DATA Block Start
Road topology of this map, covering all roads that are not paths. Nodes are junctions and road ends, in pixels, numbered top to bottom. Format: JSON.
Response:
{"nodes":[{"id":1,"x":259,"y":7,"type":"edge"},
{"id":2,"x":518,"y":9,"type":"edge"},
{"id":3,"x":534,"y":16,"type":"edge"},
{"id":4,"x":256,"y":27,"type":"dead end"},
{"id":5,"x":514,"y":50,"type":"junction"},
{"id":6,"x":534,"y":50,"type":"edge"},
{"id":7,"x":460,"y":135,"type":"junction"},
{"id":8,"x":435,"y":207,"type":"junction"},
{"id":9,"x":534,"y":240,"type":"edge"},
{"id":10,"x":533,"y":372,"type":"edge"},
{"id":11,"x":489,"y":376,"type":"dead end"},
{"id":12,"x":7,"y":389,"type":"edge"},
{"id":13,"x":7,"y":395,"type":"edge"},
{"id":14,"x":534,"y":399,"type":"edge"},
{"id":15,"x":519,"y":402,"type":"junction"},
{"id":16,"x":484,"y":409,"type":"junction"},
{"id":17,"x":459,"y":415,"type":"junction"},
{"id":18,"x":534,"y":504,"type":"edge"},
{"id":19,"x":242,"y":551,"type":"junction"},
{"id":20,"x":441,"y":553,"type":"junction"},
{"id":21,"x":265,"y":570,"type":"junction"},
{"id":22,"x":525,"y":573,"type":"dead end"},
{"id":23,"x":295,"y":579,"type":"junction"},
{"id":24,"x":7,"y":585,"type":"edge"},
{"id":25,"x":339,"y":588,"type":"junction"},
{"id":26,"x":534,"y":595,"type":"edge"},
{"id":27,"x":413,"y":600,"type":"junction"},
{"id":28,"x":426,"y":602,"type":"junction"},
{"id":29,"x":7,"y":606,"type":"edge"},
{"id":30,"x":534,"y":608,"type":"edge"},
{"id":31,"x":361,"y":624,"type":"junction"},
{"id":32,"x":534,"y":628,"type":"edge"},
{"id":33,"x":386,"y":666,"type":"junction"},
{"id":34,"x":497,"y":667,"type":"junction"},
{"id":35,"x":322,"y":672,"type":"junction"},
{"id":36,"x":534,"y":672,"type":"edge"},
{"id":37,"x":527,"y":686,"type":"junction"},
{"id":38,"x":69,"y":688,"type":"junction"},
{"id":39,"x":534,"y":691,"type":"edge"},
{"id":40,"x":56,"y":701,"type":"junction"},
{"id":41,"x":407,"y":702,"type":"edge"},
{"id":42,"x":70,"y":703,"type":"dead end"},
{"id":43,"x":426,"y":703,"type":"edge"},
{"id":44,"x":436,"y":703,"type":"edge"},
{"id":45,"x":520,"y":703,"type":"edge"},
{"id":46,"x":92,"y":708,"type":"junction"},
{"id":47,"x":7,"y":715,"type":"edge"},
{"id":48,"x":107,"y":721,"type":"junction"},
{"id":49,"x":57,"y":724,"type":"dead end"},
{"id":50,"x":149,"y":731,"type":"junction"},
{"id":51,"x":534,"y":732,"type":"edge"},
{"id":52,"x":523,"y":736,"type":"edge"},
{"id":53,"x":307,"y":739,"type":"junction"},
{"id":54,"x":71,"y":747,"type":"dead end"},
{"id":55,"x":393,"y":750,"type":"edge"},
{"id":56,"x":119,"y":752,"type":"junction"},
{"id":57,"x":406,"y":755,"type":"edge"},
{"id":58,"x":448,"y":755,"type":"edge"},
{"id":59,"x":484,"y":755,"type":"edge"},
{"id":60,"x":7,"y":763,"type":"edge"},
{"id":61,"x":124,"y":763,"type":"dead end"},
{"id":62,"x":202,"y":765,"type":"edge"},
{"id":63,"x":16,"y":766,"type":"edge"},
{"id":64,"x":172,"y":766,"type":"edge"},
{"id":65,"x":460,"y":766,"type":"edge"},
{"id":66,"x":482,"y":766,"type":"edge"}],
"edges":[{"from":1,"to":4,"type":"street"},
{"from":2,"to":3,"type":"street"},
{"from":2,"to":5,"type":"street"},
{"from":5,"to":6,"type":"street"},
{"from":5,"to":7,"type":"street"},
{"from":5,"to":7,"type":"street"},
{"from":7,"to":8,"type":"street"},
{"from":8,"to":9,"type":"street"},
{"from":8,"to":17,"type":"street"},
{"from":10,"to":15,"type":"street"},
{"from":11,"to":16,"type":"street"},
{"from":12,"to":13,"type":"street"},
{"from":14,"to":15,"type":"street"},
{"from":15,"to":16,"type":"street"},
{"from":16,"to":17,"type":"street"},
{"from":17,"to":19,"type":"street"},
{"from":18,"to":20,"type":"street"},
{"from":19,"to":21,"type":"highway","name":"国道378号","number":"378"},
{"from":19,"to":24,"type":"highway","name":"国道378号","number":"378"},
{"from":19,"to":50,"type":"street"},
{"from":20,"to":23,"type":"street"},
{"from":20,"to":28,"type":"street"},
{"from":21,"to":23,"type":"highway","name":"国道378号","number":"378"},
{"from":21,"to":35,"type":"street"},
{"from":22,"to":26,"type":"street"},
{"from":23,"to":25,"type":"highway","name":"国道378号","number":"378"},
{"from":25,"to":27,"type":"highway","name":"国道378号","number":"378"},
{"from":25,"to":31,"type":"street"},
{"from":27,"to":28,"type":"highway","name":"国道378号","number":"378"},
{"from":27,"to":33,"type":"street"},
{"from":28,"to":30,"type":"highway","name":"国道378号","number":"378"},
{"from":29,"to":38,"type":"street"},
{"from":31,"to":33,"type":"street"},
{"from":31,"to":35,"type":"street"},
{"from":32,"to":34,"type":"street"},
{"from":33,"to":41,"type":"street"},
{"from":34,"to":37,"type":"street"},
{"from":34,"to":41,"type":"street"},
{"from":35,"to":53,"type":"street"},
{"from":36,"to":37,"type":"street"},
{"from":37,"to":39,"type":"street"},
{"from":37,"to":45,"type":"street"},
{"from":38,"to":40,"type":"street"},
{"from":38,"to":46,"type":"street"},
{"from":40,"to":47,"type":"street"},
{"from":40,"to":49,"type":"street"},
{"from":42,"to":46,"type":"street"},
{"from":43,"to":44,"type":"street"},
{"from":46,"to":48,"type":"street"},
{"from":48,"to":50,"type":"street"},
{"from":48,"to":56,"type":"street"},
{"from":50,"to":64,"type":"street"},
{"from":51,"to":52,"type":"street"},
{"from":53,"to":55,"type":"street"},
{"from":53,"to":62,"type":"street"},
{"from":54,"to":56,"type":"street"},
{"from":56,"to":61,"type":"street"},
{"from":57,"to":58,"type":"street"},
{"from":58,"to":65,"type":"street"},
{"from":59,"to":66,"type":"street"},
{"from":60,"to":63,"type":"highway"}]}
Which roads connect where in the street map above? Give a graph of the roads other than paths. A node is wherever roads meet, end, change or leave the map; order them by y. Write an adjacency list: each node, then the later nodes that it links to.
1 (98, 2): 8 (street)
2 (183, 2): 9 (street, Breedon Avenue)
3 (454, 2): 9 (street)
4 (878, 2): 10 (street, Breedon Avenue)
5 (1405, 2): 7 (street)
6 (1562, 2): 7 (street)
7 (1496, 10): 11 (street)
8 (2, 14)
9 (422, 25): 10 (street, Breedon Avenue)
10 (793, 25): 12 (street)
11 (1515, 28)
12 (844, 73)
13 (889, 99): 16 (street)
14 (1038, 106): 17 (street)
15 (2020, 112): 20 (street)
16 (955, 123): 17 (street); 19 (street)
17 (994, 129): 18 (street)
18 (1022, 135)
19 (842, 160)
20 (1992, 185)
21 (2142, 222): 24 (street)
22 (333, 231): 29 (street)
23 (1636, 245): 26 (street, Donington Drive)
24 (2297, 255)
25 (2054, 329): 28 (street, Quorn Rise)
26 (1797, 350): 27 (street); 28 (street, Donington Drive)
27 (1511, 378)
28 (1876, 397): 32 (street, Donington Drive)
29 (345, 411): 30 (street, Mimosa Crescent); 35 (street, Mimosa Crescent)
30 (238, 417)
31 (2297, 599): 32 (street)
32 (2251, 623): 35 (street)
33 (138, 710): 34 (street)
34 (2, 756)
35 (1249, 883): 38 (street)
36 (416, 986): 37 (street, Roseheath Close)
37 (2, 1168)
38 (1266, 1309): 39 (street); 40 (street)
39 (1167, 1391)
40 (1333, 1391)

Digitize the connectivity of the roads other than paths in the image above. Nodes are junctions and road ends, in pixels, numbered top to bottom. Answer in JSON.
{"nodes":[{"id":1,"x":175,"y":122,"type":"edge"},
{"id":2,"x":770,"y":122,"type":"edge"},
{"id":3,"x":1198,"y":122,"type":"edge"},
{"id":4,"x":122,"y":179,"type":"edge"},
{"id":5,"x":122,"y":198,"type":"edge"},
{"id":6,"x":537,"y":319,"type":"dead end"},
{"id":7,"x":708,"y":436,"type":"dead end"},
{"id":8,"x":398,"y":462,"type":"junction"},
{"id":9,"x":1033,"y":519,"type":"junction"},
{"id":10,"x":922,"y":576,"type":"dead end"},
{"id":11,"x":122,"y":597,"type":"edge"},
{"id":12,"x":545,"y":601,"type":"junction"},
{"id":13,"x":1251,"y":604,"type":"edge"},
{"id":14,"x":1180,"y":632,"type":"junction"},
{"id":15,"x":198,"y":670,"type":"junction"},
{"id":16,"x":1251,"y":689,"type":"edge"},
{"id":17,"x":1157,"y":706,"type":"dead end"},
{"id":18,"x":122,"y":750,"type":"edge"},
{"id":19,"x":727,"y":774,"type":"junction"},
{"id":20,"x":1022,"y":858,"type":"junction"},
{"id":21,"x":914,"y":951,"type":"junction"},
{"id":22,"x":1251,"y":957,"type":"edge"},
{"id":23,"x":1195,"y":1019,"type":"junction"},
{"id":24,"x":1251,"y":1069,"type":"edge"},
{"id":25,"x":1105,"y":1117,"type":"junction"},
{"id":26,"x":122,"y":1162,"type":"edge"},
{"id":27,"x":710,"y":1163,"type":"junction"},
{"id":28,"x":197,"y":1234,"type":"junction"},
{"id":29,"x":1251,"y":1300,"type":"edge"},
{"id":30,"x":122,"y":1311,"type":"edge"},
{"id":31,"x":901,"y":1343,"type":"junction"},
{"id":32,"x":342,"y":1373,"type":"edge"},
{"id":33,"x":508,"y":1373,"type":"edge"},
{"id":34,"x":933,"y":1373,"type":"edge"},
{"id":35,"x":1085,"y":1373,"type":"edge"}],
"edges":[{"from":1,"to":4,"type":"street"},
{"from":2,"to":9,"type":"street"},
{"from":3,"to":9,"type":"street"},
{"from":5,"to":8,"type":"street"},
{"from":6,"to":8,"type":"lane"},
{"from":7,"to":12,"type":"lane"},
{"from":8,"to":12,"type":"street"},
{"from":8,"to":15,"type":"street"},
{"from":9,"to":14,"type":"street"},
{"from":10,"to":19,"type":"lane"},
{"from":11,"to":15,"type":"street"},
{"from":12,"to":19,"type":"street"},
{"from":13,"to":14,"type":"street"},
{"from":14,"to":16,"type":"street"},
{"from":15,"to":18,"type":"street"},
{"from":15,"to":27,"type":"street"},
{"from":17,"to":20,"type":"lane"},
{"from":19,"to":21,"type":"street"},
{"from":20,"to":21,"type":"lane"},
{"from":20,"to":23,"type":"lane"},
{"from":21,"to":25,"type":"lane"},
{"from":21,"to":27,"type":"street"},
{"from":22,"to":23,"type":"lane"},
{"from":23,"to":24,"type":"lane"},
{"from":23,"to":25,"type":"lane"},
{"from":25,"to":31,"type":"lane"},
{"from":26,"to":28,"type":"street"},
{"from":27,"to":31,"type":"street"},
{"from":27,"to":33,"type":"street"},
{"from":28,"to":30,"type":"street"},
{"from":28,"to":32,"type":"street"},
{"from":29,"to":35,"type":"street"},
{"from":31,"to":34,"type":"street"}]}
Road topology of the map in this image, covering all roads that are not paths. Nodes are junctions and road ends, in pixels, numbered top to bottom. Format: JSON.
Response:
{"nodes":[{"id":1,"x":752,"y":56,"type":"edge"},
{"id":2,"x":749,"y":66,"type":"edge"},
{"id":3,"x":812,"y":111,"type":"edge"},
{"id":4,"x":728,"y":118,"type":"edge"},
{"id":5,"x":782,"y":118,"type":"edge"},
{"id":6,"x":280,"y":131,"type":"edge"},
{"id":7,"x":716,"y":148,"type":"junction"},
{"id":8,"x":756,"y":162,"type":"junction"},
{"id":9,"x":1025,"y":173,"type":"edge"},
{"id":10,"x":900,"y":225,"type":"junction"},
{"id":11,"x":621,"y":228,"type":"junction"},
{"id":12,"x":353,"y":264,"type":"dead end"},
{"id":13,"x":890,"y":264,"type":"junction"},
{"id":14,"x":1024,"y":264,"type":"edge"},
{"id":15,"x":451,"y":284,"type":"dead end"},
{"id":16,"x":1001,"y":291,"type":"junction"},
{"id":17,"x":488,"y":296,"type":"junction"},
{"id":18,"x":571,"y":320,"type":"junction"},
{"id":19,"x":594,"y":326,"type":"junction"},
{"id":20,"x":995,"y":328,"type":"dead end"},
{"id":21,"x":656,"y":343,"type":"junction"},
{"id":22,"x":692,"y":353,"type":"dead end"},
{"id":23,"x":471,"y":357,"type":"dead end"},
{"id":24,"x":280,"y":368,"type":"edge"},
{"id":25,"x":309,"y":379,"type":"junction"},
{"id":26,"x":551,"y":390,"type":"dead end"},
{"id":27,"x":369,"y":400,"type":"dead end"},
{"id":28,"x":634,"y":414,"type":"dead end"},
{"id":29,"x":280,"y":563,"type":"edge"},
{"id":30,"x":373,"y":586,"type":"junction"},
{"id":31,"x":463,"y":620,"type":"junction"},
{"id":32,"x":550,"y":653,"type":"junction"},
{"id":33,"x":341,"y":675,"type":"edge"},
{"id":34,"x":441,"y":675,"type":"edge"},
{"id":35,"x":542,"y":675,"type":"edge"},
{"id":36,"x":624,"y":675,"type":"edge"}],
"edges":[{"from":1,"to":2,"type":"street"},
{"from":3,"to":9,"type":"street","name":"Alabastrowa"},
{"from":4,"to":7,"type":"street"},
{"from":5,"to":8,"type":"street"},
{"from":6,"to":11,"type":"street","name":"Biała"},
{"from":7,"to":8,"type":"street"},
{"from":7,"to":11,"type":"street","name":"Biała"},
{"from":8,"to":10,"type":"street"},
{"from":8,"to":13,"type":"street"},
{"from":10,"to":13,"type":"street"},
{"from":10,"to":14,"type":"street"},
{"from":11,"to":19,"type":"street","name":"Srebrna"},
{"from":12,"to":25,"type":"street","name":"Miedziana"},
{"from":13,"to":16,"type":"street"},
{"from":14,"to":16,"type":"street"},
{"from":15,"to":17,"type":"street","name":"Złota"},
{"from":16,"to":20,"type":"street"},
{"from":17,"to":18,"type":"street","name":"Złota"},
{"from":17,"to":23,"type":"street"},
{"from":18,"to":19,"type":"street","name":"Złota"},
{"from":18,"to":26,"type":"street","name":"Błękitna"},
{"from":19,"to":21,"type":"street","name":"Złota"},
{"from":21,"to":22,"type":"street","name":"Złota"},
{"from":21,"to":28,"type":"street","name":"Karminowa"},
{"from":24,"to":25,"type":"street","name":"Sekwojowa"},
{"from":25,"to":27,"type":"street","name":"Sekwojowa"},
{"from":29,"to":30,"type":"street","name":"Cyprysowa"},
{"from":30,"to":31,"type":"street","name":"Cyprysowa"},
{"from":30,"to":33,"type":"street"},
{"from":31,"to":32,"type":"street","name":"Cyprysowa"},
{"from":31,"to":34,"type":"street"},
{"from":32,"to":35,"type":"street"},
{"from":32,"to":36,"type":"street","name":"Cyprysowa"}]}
DATA Block End
■ **PROBLEM REQUIREMENTS**
Which of the lines in the material carry the string "Drive"? Pull them out.

■ **RESULT**
23 (1636, 245): 26 (street, Donington Drive)
26 (1797, 350): 27 (street); 28 (street, Donington Drive)
28 (1876, 397): 32 (street, Donington Drive)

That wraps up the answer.